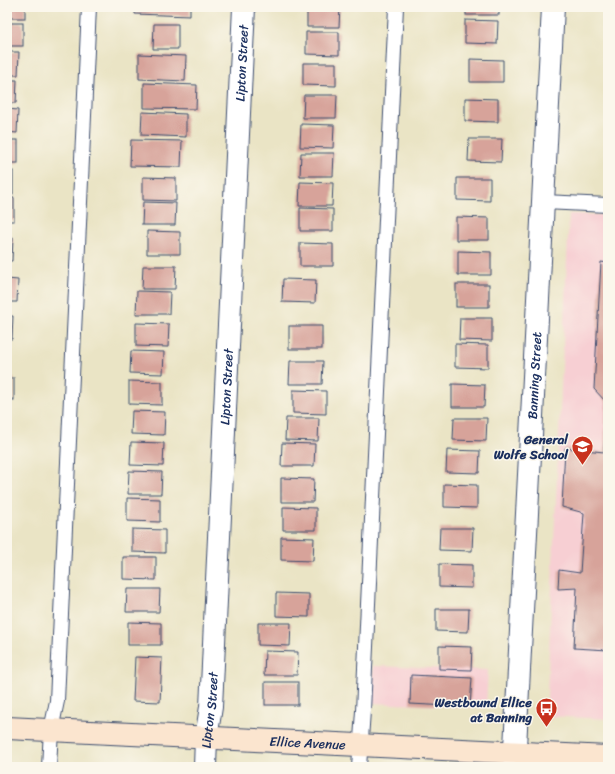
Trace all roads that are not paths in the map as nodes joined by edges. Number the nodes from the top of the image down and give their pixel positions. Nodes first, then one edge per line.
1 (89, 7) edge
2 (244, 7) edge
3 (396, 7) edge
4 (553, 7) edge
5 (544, 202) junction
6 (608, 205) edge
7 (7, 728) edge
8 (51, 730) junction
9 (206, 738) junction
10 (360, 745) junction
11 (608, 757) edge
12 (514, 760) edge
13 (49, 767) edge
14 (205, 767) edge
15 (359, 767) edge

1 - 8 lane
2 - 9 street, Lipton Street
3 - 10 lane
4 - 5 street, Banning Street
5 - 6 lane
5 - 12 street, Banning Street
7 - 8 main road, Ellice Avenue
8 - 9 main road, Ellice Avenue
8 - 13 lane
9 - 10 main road, Ellice Avenue
9 - 14 street, Lipton Street
10 - 12 main road, Ellice Avenue
10 - 15 lane
11 - 12 main road, Ellice Avenue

______________________________

### What you have to do
An exact restatement of the entries above is needed; no picture may appear in it.

### Response to this exercise
Trace all roads that are not paths in the map as nodes joined by edges. Number the nodes from the top of the image down and give their pixel positions. Nodes first, then one edge per line.
1 (89, 7) edge
2 (244, 7) edge
3 (396, 7) edge
4 (553, 7) edge
5 (544, 202) junction
6 (608, 205) edge
7 (7, 728) edge
8 (51, 730) junction
9 (206, 738) junction
10 (360, 745) junction
11 (608, 757) edge
12 (514, 760) edge
13 (49, 767) edge
14 (205, 767) edge
15 (359, 767) edge

1 - 8 lane
2 - 9 street, Lipton Street
3 - 10 lane
4 - 5 street, Banning Street
5 - 6 lane
5 - 12 street, Banning Street
7 - 8 main road, Ellice Avenue
8 - 9 main road, Ellice Avenue
8 - 13 lane
9 - 10 main road, Ellice Avenue
9 - 14 street, Lipton Street
10 - 12 main road, Ellice Avenue
10 - 15 lane
11 - 12 main road, Ellice Avenue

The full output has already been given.